Gambar medali perunggunya menyebar di media sosial Ukraina. Dalam satu video, Ms. Kharlan, setelah baru saja memenangkan pertandingan terakhir, berjalan ke kamera yang sedang memfilmkan kompetisi, pedangnya masih di tangan dan hampir menahan air mata. Menunjuk ke helm biru dan kuningnya, dia berkata: “Ukraina, ini untukmu, tanah air tercinta. Ini untukmu.”
Ms. Murina mengatakan menonton video tersebut memberinya “perasaan euforia.”
Namun, dia dan orang Ukraina lainnya mengakui bahwa medali hanya membawa mereka kepada perasaan kebahagiaan sesaat, cepat terlindas oleh kenyataan perang yang nyata. Saat Mr. Khyzhniak bertarung dengan cara menuju kemenangan semalam, alert serangan udara aktif di enam wilayah Ukraina.
“Saya lebih sedih dengan kemajuan terus-menerus menuju Pokrovsk,” kata Oleksandr Haidai, 45 tahun, seorang pemilik usaha yang sedang minum espresso di sebuah kafe di Kyiv pada hari Senin sambil bermain catur di ponselnya. Dia merujuk pada sebuah kota Timur Ukraina dan benteng militer yang pasukan Rusia baru-baru ini mendekati. “Berita dari Olimpiade ini terjadi di latar belakang ini. Ini hanya membantu kami sedikit untuk teralihkan sedikit.”

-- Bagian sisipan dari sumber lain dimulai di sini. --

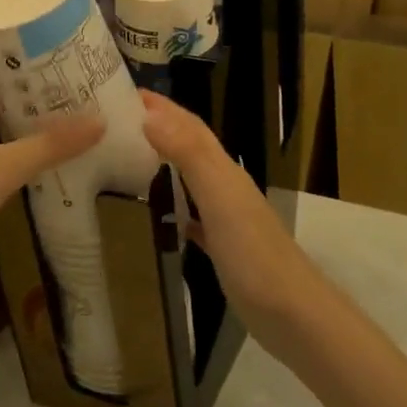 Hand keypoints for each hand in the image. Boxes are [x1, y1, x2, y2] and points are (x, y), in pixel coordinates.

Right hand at [139, 90, 314, 336]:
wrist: (293, 315)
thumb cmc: (253, 254)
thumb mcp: (219, 197)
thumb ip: (189, 154)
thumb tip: (150, 115)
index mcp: (223, 170)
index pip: (189, 125)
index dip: (161, 106)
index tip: (122, 92)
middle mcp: (225, 186)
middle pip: (189, 145)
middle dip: (157, 126)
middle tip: (114, 121)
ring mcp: (226, 217)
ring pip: (189, 177)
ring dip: (162, 161)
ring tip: (125, 158)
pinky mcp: (223, 247)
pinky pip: (192, 214)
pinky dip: (172, 204)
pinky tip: (155, 213) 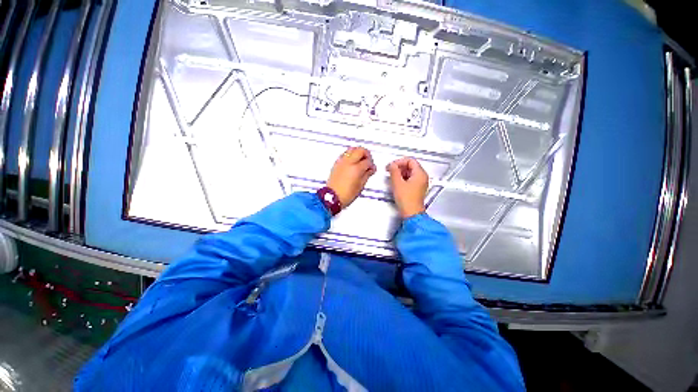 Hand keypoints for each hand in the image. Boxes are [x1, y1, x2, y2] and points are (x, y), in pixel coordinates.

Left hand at [326, 147, 376, 207]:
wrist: (332, 197)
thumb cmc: (346, 194)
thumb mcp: (360, 186)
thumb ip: (367, 175)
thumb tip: (370, 169)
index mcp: (356, 168)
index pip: (368, 161)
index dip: (372, 165)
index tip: (372, 169)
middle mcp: (349, 162)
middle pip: (360, 150)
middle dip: (366, 154)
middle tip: (368, 161)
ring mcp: (341, 162)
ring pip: (352, 149)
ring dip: (358, 153)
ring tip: (360, 160)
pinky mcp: (336, 163)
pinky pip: (345, 154)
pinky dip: (350, 155)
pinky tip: (352, 162)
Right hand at [387, 157, 428, 218]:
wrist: (411, 213)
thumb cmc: (407, 200)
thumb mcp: (397, 183)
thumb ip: (394, 171)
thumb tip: (392, 165)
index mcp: (420, 173)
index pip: (410, 160)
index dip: (399, 162)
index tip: (391, 166)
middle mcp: (423, 177)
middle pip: (411, 165)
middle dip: (399, 167)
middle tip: (390, 171)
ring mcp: (421, 183)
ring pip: (410, 172)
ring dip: (400, 173)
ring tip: (392, 177)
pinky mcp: (417, 188)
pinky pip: (410, 179)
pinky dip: (403, 178)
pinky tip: (397, 183) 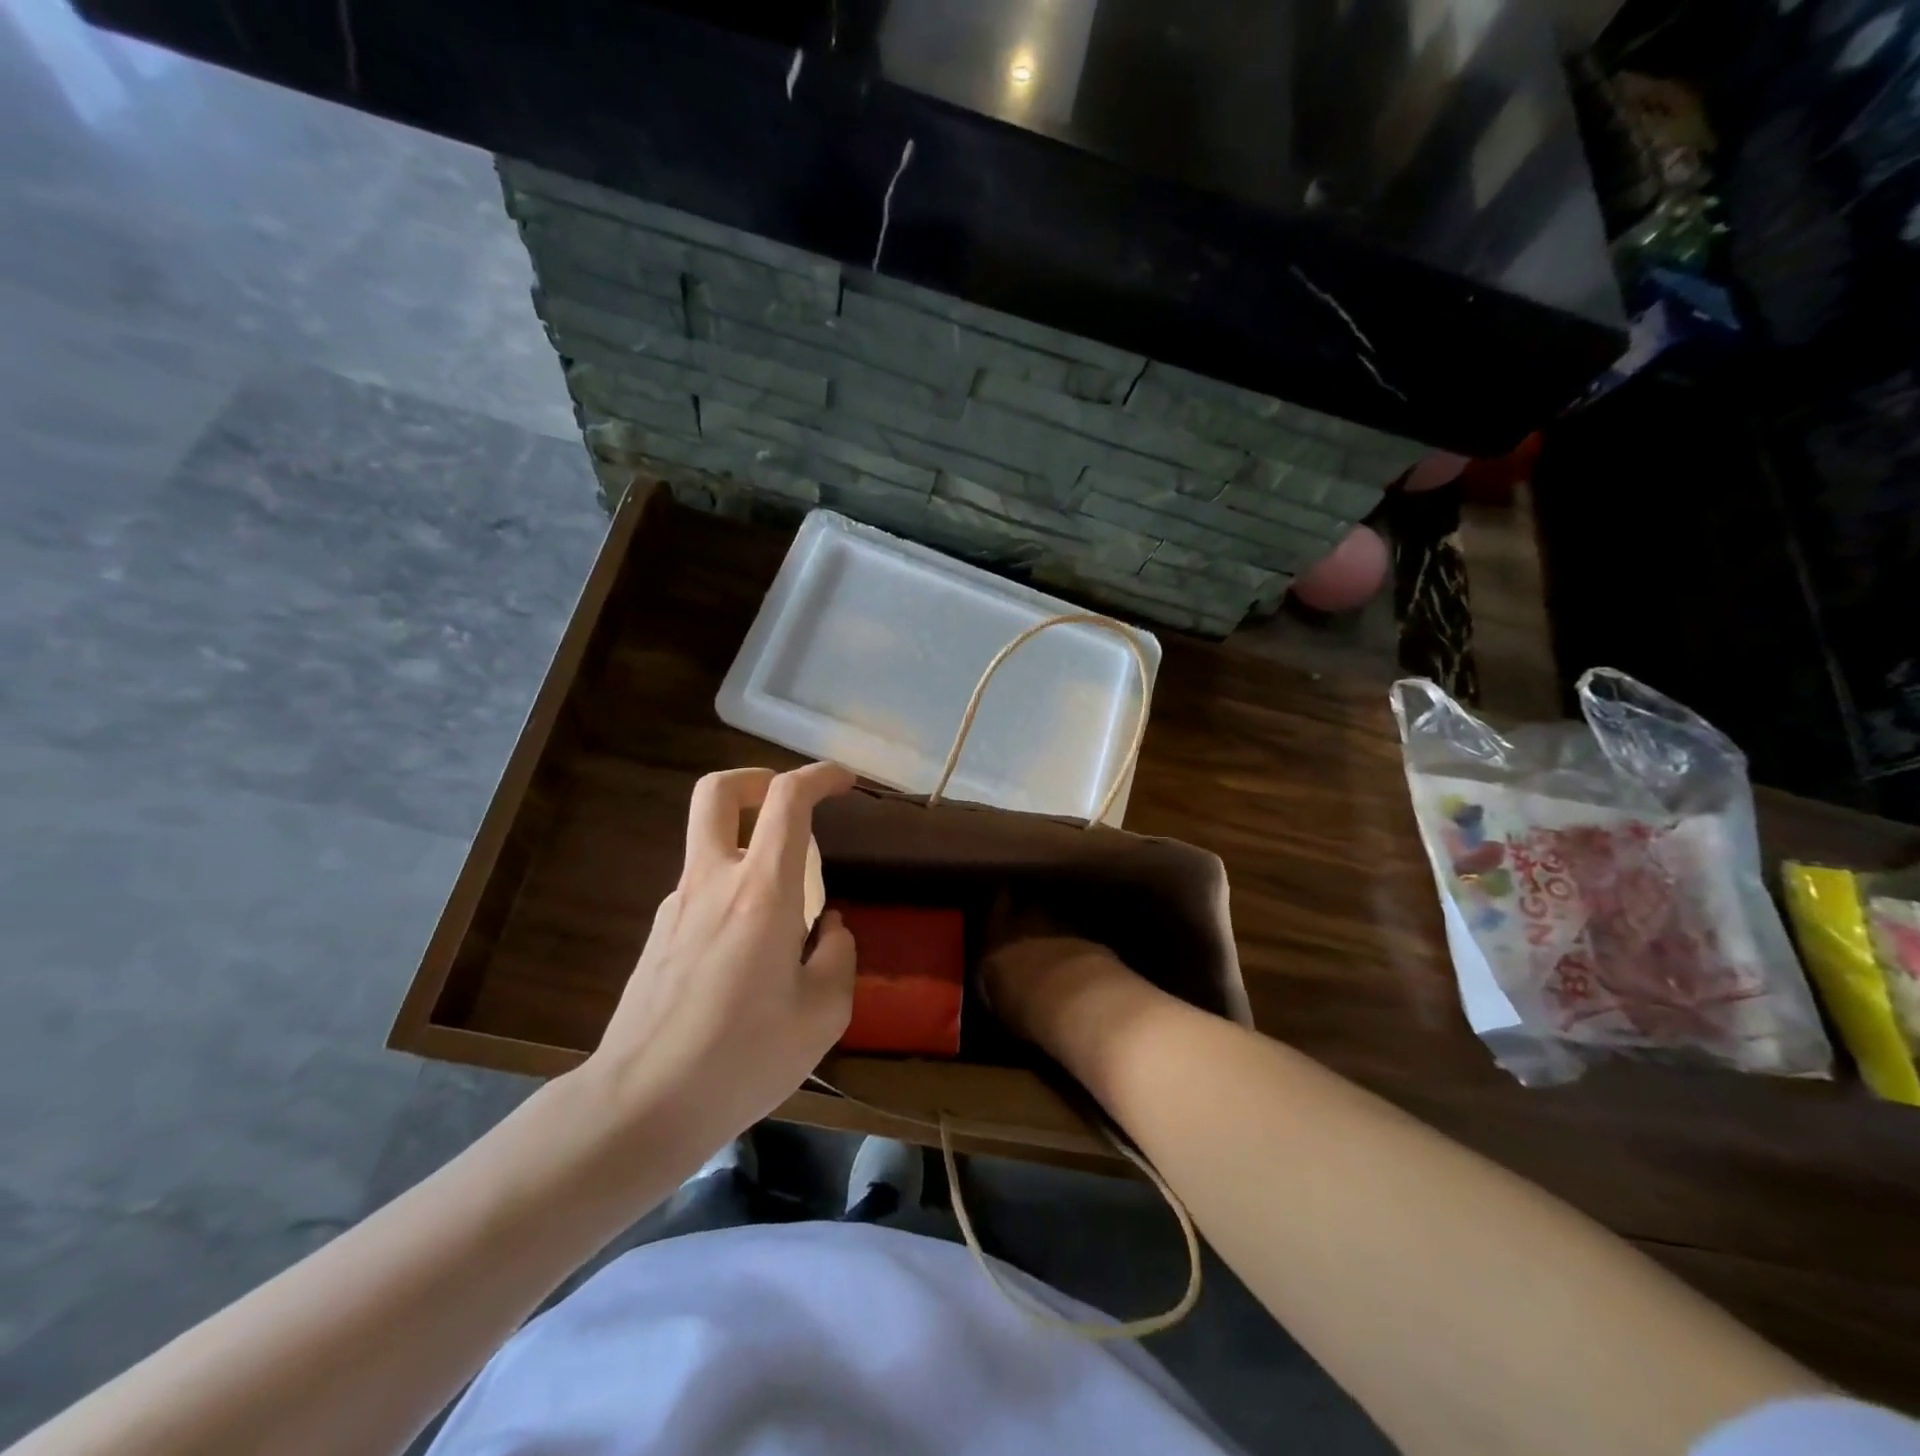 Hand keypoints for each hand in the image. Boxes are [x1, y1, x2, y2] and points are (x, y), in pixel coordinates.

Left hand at [585, 762, 858, 1154]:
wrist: (640, 1107)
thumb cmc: (742, 1059)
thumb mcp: (823, 1015)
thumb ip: (838, 956)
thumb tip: (830, 928)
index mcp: (762, 891)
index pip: (787, 800)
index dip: (819, 775)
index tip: (845, 782)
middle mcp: (714, 882)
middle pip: (718, 792)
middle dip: (756, 779)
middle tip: (787, 803)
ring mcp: (677, 906)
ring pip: (711, 846)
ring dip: (749, 850)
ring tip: (786, 919)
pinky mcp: (658, 936)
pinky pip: (703, 893)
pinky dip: (733, 896)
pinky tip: (748, 959) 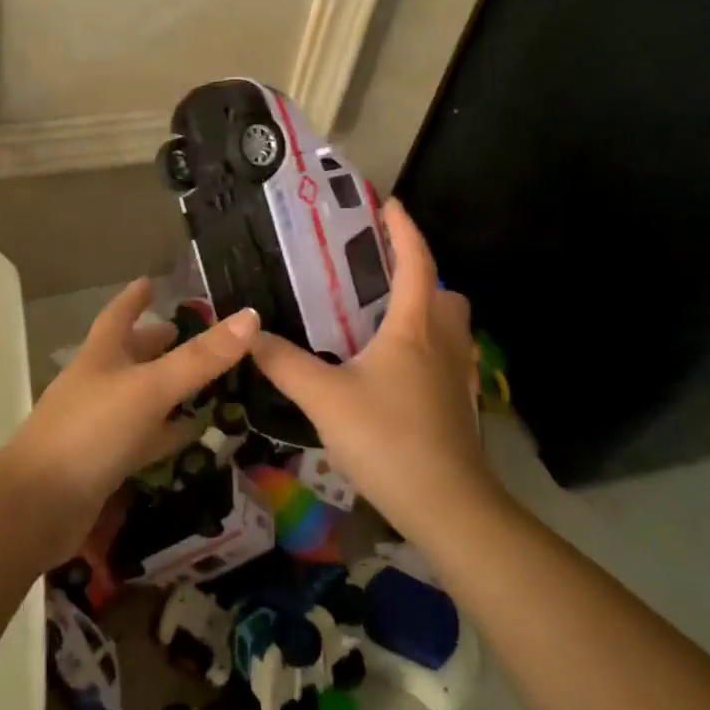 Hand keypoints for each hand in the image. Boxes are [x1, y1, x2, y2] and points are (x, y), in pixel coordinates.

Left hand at [0, 278, 258, 560]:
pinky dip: (169, 432)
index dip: (135, 298)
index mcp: (101, 355)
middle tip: (193, 332)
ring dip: (169, 387)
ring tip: (207, 380)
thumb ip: (200, 358)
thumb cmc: (91, 432)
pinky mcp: (105, 462)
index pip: (119, 315)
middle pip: (131, 354)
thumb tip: (250, 316)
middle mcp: (98, 383)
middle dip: (158, 341)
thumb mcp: (150, 388)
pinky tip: (193, 432)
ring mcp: (100, 424)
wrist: (36, 507)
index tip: (151, 282)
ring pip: (141, 396)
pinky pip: (145, 438)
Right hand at [252, 200, 496, 545]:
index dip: (403, 228)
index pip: (415, 261)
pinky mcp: (459, 403)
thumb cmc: (389, 438)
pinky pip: (446, 354)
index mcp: (414, 325)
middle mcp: (443, 340)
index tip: (388, 203)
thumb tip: (249, 334)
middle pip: (442, 289)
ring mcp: (457, 374)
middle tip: (378, 271)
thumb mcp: (324, 398)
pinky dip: (426, 344)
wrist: (448, 506)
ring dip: (424, 308)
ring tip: (380, 317)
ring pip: (449, 324)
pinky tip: (393, 368)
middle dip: (418, 271)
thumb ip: (284, 363) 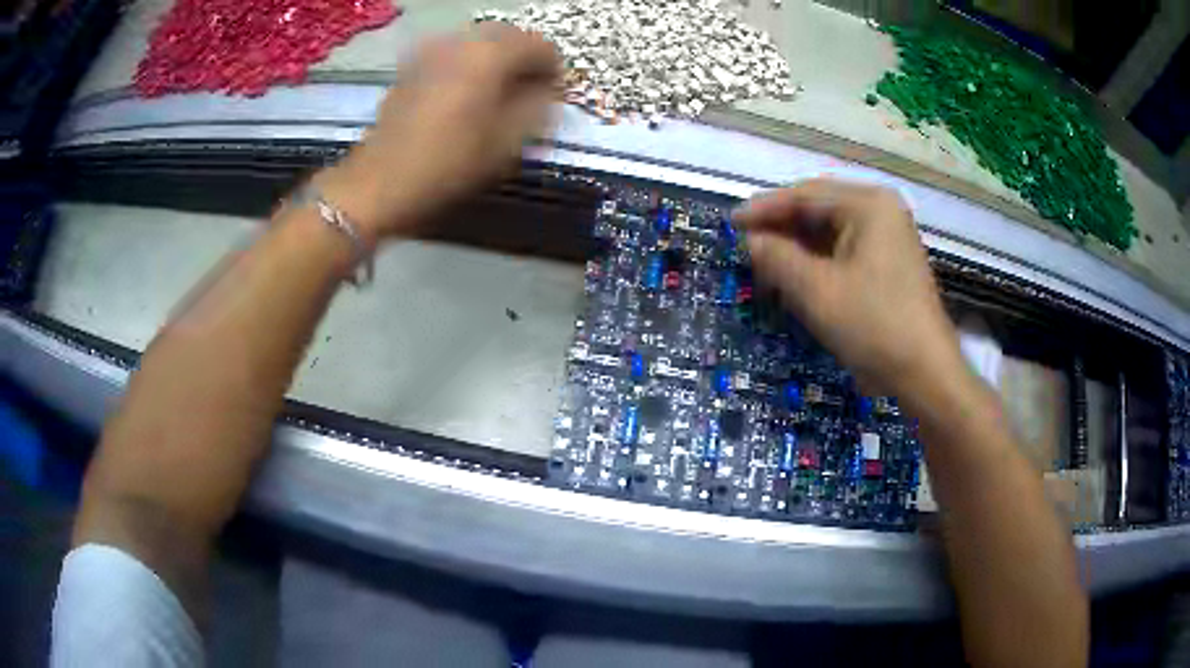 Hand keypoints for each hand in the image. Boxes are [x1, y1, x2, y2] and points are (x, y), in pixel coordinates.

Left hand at [317, 24, 560, 239]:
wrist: (380, 182)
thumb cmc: (448, 165)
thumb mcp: (507, 142)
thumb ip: (539, 106)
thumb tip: (549, 89)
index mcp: (490, 54)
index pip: (540, 45)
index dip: (554, 69)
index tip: (554, 95)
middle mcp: (461, 41)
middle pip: (509, 36)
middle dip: (525, 60)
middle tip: (530, 93)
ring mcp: (431, 50)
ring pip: (478, 43)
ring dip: (496, 62)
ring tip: (497, 95)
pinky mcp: (411, 66)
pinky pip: (452, 54)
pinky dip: (468, 66)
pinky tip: (465, 95)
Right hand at [735, 179, 962, 397]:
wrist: (926, 373)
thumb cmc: (873, 326)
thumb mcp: (816, 291)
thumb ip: (777, 258)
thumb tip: (751, 240)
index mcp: (868, 204)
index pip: (805, 195)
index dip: (765, 209)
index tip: (731, 223)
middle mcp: (882, 210)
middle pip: (820, 208)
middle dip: (782, 227)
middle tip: (747, 244)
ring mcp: (890, 236)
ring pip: (832, 230)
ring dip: (799, 245)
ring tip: (766, 260)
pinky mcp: (891, 261)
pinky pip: (846, 249)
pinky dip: (819, 259)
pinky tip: (799, 274) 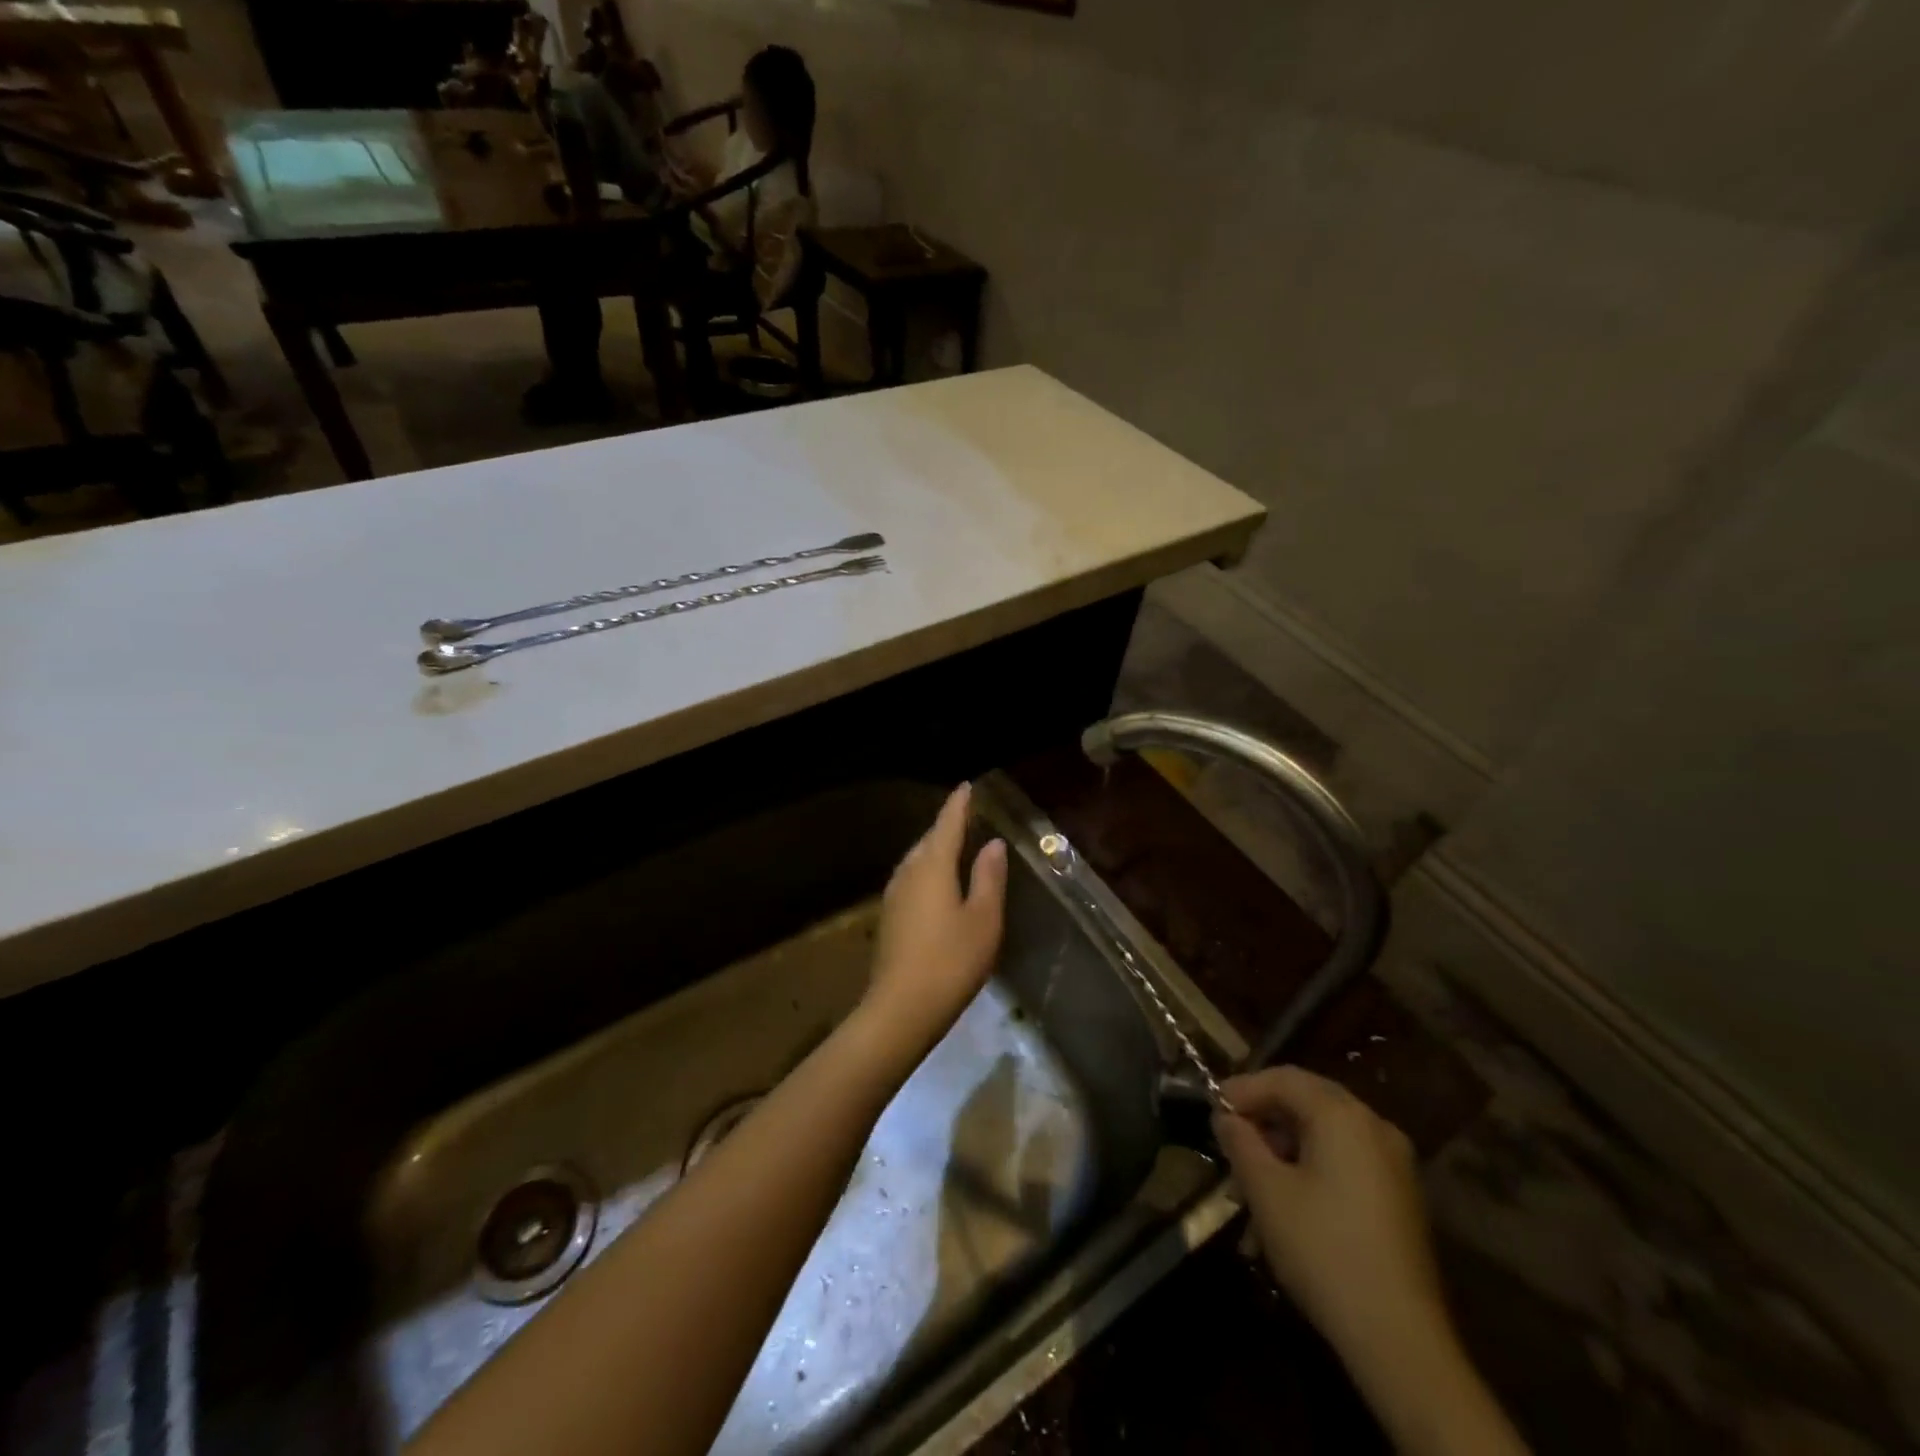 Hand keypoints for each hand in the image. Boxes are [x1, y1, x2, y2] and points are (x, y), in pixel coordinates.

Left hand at [860, 783, 1006, 1056]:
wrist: (901, 1009)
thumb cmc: (951, 960)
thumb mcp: (983, 919)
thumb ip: (988, 877)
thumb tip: (993, 844)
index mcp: (932, 866)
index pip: (947, 824)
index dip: (959, 804)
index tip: (967, 786)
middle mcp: (908, 872)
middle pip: (928, 840)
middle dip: (947, 826)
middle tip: (967, 816)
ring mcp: (894, 896)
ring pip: (917, 860)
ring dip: (936, 849)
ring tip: (956, 846)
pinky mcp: (890, 918)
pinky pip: (912, 879)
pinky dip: (928, 872)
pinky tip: (939, 885)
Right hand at [1215, 1067, 1528, 1455]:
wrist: (1399, 1338)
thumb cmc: (1322, 1249)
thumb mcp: (1265, 1190)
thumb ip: (1240, 1141)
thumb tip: (1226, 1117)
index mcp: (1343, 1115)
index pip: (1284, 1078)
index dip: (1243, 1088)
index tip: (1211, 1107)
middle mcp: (1375, 1126)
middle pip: (1309, 1099)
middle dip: (1265, 1113)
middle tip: (1230, 1134)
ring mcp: (1395, 1162)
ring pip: (1328, 1130)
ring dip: (1286, 1140)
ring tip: (1253, 1171)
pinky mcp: (1401, 1196)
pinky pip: (1348, 1157)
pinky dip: (1313, 1161)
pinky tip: (1289, 1193)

Tapi bahkan menonton Ukraina dalam Olimpiade bisa memberikan pengingat akan biaya perang. Ukraina mengirimkan hanya 140 atlet ke Paris, delegasi terkecilnya sepanjang sejarah, karena ratusan atlet dan pelatih telah tewas selama konflik dan yang lainnya bergabung dengan tentara atau tidak lagi bisa berlatih karena kondisi perang.
“Banyak atlet tidak berpartisipasi karena invasi penuh skala,” kata David Hasparian, 24 tahun, minggu ini di atas kopi di sebuah kafe di Kyiv. “Jika bukan karena situasi ini, bisa jadi jauh lebih baik.”
Dengan empat hari tersisa di Olimpiade, Ukraina masih memiliki kesempatan untuk menambahkan jumlah medali mereka, termasuk dalam final gulat Geco-Romawi pada hari Kamis. Negara tersebut saat ini kurang tiga medali dari total medali Olimpiade terendahnya: 11, di Olimpiade 2016.
Pada akhir pekan lalu, Ukraina memenangkan empat medali dalam anggar, lompat tinggi, dan lempar martil, sebuah langkah impresif yang meningkatkan harapan akan lebih banyak kemenangan. Tapi Olga Gaidachuk, 37 tahun, yang bekerja untuk sebuah perusahaan logistik, mengatakan dia masih merasa kesulitan untuk merayakan.
“Bagi saya, akhir pekan yang baik adalah ketika tidak ada tembakan atau situasi di medan perang lebih atau kurang stabil,” kata dia minggu ini di Kyiv. “Pandangan dunia saya seluruhnya berkisar di sekitar garis depan, di sekitar perang.”
Seperti banyak Ukraina lainnya, Ms. Gaidachuk mengatakan dia lebih gembira dengan pengumuman pada hari Minggu bahwa satu batch pertama pesawat tempur F-16 yang dinanti-nantikan akhirnya tiba di negara tersebut. “Itulah yang penting,” katanya.
Daria Mitiuk memberikan laporan dari Kyiv.